The NEMESIS setup is based on a double through-diffusion apparatus originally developed for measuring gas diffusion under laboratory conditions (Jacops et al., 2013). This section begins with an introduction of the double through-diffusion technique, outlining its key components and operation principles. It then describes how the apparatus was adapted for the NEMESIS experiment to accommodate the complexities of in situ conditions (Jacops et al., 2020c). To ensure the success of the in situ experiment, extensive preparatory work was undertaken, as summarised in Figure 1, which provides a general overview of the NEMESIS workflow.

A versatile method for determining precisely the gas diffusion coefficient for dissolved gases in BC was developed by Jacops et al. (2013). The method allows for the simultaneous diffusion of two different dissolved gases through a single clay sample. The setup consists of two water/gas vessels and two independent circuits, which are placed on opposite sides of a BC core (see Figure 2).

The saturated clay core is sealed within a constant-volume stainless steel cell and connected at both ends to stainless steel filters, which interface with the two external vessels. Each vessel is initially filled with 500 ml of degassed synthetic BC pore water and an equal volume of gas, with each vessel containing a different type of gas. Both vessels are pressurised to the same level to ensure that gas transport occurs solely by diffusion of dissolved gases. The water in each circuit is continuously circulated over its respective filter using a pump. Once the water encounters the sample, dissolved gas diffuses from the high-concentration side (upstream vessel) to the low-concentration side (downstream vessel). In both vessels, the dissolved gas in the water equilibrates with the gas phase in the headspace. By measuring the gas composition in vessel 2 over time using analytical techniques such as gas chromatography, the diffusion coefficient of gas A can be determined; the same process applies to gas B. For detailed experimental and technical information, the reader is referred to Jacops et al. (2013). Given the good performance and robustness of the technique, the through-diffusion approach was adapted for the NEMESIS experiment.

The principle of the in situ gas diffusion experiment NEMESIS is like that of laboratory experiments.
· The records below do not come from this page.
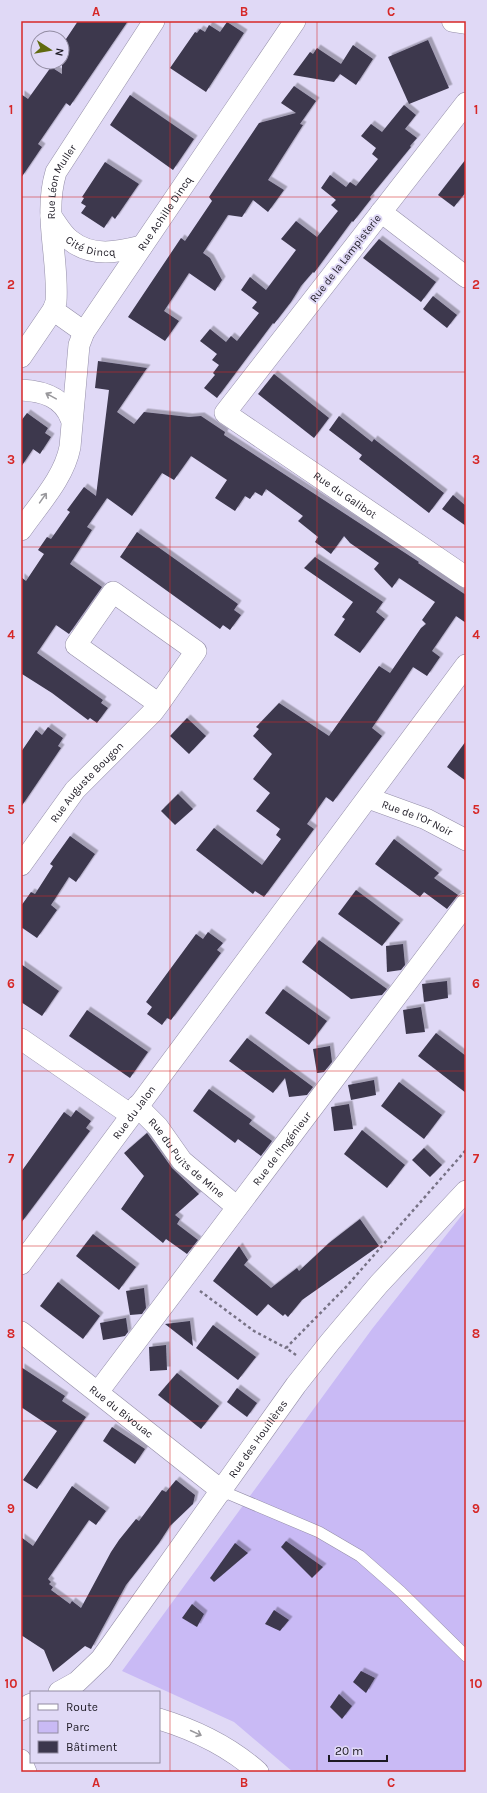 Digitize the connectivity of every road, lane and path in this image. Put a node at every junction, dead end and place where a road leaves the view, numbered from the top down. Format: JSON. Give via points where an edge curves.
{"nodes":[{"id":1,"x":154,"y":21,"type":"edge"},
{"id":2,"x":295,"y":21,"type":"edge"},
{"id":3,"x":453,"y":21,"type":"edge"},
{"id":4,"x":466,"y":22,"type":"edge"},
{"id":5,"x":466,"y":103,"type":"edge"},
{"id":6,"x":381,"y":212,"type":"junction"},
{"id":7,"x":51,"y":216,"type":"junction"},
{"id":8,"x":142,"y":246,"type":"junction"},
{"id":9,"x":466,"y":277,"type":"edge"},
{"id":10,"x":52,"y":310,"type":"junction"},
{"id":11,"x":84,"y":332,"type":"junction"},
{"id":12,"x":21,"y":357,"type":"edge"},
{"id":13,"x":21,"y":390,"type":"edge"},
{"id":14,"x":225,"y":413,"type":"joint"},
{"id":15,"x":72,"y":419,"type":"junction"},
{"id":16,"x":21,"y":530,"type":"edge"},
{"id":17,"x":466,"y":577,"type":"edge"},
{"id":18,"x":466,"y":665,"type":"edge"},
{"id":19,"x":159,"y":704,"type":"junction"},
{"id":20,"x":368,"y":798,"type":"junction"},
{"id":21,"x":466,"y":840,"type":"edge"},
{"id":22,"x":21,"y":865,"type":"edge"},
{"id":23,"x":466,"y":904,"type":"edge"},
{"id":24,"x":21,"y":1039,"type":"edge"},
{"id":25,"x":134,"y":1111,"type":"junction"},
{"id":26,"x":466,"y":1150,"type":"edge"},
{"id":27,"x":466,"y":1191,"type":"edge"},
{"id":28,"x":237,"y":1208,"type":"junction"},
{"id":29,"x":21,"y":1264,"type":"edge"},
{"id":30,"x":183,"y":1278,"type":"junction"},
{"id":31,"x":21,"y":1332,"type":"edge"},
{"id":32,"x":286,"y":1348,"type":"junction"},
{"id":33,"x":311,"y":1366,"type":"junction"},
{"id":34,"x":98,"y":1392,"type":"junction"},
{"id":35,"x":222,"y":1491,"type":"junction"},
{"id":36,"x":466,"y":1656,"type":"edge"},
{"id":37,"x":61,"y":1691,"type":"edge"},
{"id":38,"x":30,"y":1705,"type":"edge"},
{"id":39,"x":21,"y":1710,"type":"edge"},
{"id":40,"x":160,"y":1719,"type":"edge"},
{"id":41,"x":21,"y":1760,"type":"edge"},
{"id":42,"x":26,"y":1772,"type":"edge"},
{"id":43,"x":258,"y":1772,"type":"edge"}],
"edges":[{"from":1,"to":7,"type":"street","name":"Rue Léon Muller","via":[[61,162],[53,183]]},
{"from":2,"to":8,"type":"street","name":"Rue Achille Dincq"},
{"from":3,"to":4,"type":"street"},
{"from":5,"to":6,"type":"street","name":"Rue de la Lampisterie"},
{"from":6,"to":9,"type":"street"},
{"from":6,"to":14,"type":"street","name":"Rue de la Lampisterie"},
{"from":7,"to":8,"type":"street","name":"Cité Dincq","via":[[70,240],[88,250],[110,253]]},
{"from":7,"to":10,"type":"street","name":"Rue Léon Muller","via":[[56,297]]},
{"from":8,"to":11,"type":"street","name":"Rue Achille Dincq"},
{"from":10,"to":11,"type":"street"},
{"from":10,"to":12,"type":"street","name":"Rue Léon Muller"},
{"from":11,"to":15,"type":"street","name":"Rue Achille Dincq","via":[[79,344]]},
{"from":15,"to":13,"type":"street","one_way":true,"via":[[66,407],[54,397],[44,392]]},
{"from":14,"to":17,"type":"street","name":"Rue du Galibot"},
{"from":16,"to":15,"type":"street","name":"Rue Achille Dincq","one_way":true,"via":[[62,471],[68,458]]},
{"from":18,"to":20,"type":"street","name":"Rue du Jalon"},
{"from":19,"to":19,"type":"street","name":"Rue Auguste Bougon","via":[[196,650],[114,592],[76,645]]},
{"from":19,"to":22,"type":"street","name":"Rue Auguste Bougon","via":[[75,790]]},
{"from":20,"to":21,"type":"street","name":"Rue de l'Or Noir","via":[[426,819]]},
{"from":20,"to":25,"type":"street","name":"Rue du Jalon"},
{"from":23,"to":28,"type":"street","name":"Rue de l'Ingénieur"},
{"from":24,"to":25,"type":"street","name":"Rue du Puits de Mine"},
{"from":25,"to":28,"type":"street","name":"Rue du Puits de Mine","via":[[158,1127],[182,1161]]},
{"from":25,"to":29,"type":"street","name":"Rue du Jalon"},
{"from":26,"to":32,"type":"path","via":[[346,1287]]},
{"from":27,"to":33,"type":"street","name":"Rue des Houillères","via":[[379,1284]]},
{"from":28,"to":30,"type":"street","name":"Rue de l'Ingénieur"},
{"from":30,"to":32,"type":"path","via":[[254,1331]]},
{"from":30,"to":34,"type":"street","name":"Rue de l'Ingénieur"},
{"from":31,"to":34,"type":"street","name":"Rue du Bivouac"},
{"from":32,"to":33,"type":"path"},
{"from":33,"to":35,"type":"street","name":"Rue des Houillères"},
{"from":34,"to":35,"type":"street","name":"Rue du Bivouac"},
{"from":35,"to":36,"type":"lane","via":[[319,1532],[360,1556]]},
{"from":35,"to":37,"type":"street","name":"Rue des Houillères","via":[[102,1659],[77,1682]]},
{"from":38,"to":39,"type":"street"},
{"from":40,"to":43,"type":"street","one_way":true,"via":[[188,1729],[223,1746]]},
{"from":41,"to":42,"type":"street"}]}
A gas (A) is dissolved in water within a source vessel, and a different gas (B) is filled within three target vessels. The water containing dissolved gas is circulated through micro-tubes and a piezometer filter embedded in the clay at a pressure as close as possible to the in situ pore pressure to minimise the advective flow of pore water into the filter. When circulation starts, dissolved gas begins to diffuse into the surrounding clay. After some time, dissolved gas A will be present in the water in target vessels through target filters, which are located at different distances from the source filter and in different directions relative to the natural bedding of the clay. By continuously monitoring the concentration of gas A in the target vessels using online gas analysis, the diffusion parameters, including their anisotropy, can be determined with the support of numerical modelling.

To study the undisturbed diffusivity of dissolved gas in BC under in situ conditions, it is essential to avoid preferential gas pathways in the formation. These pathways often result from unavoidable hydromechanical disturbances to the clay around piezometers during the drilling and subsequent installation. Such heterogeneities can provide easier routes for pore fluid transport compared with the intact clay matrix, resulting in an overestimation of diffusion or permeability.
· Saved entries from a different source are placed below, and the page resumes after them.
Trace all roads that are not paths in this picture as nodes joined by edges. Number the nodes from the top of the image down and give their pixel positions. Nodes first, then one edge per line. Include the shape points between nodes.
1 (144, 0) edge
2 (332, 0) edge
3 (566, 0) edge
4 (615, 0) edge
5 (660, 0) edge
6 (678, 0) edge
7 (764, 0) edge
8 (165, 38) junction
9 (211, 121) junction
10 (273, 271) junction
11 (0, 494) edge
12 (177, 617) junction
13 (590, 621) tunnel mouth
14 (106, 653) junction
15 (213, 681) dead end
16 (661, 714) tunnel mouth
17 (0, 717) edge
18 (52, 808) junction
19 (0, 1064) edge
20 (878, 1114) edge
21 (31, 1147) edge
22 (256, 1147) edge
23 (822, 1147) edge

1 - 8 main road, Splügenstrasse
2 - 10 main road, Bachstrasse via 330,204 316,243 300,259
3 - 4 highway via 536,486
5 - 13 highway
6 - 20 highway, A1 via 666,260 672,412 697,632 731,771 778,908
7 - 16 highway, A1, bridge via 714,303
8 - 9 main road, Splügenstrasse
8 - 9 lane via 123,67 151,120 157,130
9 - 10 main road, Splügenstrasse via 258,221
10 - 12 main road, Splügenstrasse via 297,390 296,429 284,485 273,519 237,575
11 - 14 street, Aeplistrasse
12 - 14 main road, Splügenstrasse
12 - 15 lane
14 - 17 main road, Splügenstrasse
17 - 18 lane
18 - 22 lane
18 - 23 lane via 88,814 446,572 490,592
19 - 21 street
The existing Modelling and experiments on GAS migration in repository host rocks (MEGAS) E5 piezometers (Figure 3) were selected for use in the NEMESIS experiment. These piezometers were installed in 1992 as part of the MEGAS EC project (Ortiz et al., 1997; Volckaert et al., 1995). MEGAS E5 consists of four piezometer boreholes arranged in a three-dimensional configuration: three oriented horizontally and one inclined slightly upward (piezometer C, with a 3% angle of inclination) (Figure 4). Each piezometer extends 15 m from the underground gallery named ‘Test drift’ and is equipped with multiple filter intervals. The setup was first utilised in 1994 for a gas breakthrough experiment involving helium injection into filter A20. In 1998, a second gas breakthrough test was conducted in filters C13 and C14, followed by a tracer diffusion experiment in which HTO was injected into filter C13 and monitored in the surrounding filters (Ortiz et al., 1997, 2002; Volckaert et al., 1995).
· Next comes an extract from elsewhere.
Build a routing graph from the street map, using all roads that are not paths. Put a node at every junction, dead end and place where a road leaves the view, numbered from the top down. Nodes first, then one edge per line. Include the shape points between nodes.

The excellent self-sealing capacity of BC, combined with over 25 years of convergence, ensures that the clay formation around the MEGAS E5 piezometers has sufficiently recovered, closing any potential preferential pathways (Jacops et al., 2023). As a result, the BC surrounding the MEGAS E5 piezometers is considered to have been restored to an undisturbed state, making it ideal for the objectives of the NEMESIS diffusion experiment.

In the NEMESIS experiment, neon was selected as the tracer gas. Although hydrogen (H₂) is the primary gas of interest under repository conditions, it was excluded from the study for several reasons. First, hydrogen is prone to leakage. Second, it can be converted into methane by microbes, which interferes with accurate measurement and interpretation (Jacops et al., 2015). In many other in situ gas transport experiments, such as those conducted by Vinsot et al. (2014) and Volckaert et al. (1995), Ortiz et al. (1997), helium is used instead of hydrogen. As helium is naturally present in the BC and has already been used in previous MEGAS breakthrough experiments, helium cannot be used in the current gas diffusion experiment because of the existing high background concentrations. Neon, on the contrary, has a molecular size comparable with that of hydrogen (Jacops, 2018a), is chemically inert, and is not subject to microbial activity. These properties make neon the most appropriate proxy for hydrogen in the NEMESIS experiment. Helium is used in the target vessels because of its good compatibility with the gas analyser (CGC4 compact GC from Interscience). The latter uses a thermal conductivity detector (TCD) with helium as a carrier gas, allowing good detection of neon in a bulk volume of helium.

The diffusion coefficients of neon in BC were measured in the laboratory using the through-diffusion technique in Jacops et al. (2017b). Experiments were conducted on two samples: one oriented parallel to the bedding plane and the other perpendicular to it. The effective diffusion coefficients, $De$⁠, determined at laboratory scale by fitting one-dimensional transport models, are $1.8×10-10$ m²/s (D_e (⊥,Ne), perpendicular to bedding plane) and $2.3×10-10$ m²/s (D_e (//,Ne), parallel to bedding plane).

A total of 29 filters are available on the MEGAS E5 piezometers (see Figure 4). Each filter is connected to double micro-tubes with an inner diameter of 2 mm, allowing for water circulation. Three main criteria guided the selection of filters for the NEMESIS experiment: (i) a spatial configuration that enables the investigation of diffusion anisotropy; (ii) a reasonable distance to ensure the diffusion front progresses sufficiently for reliable monitoring over 5 years; (iii) location outside the contaminated zone.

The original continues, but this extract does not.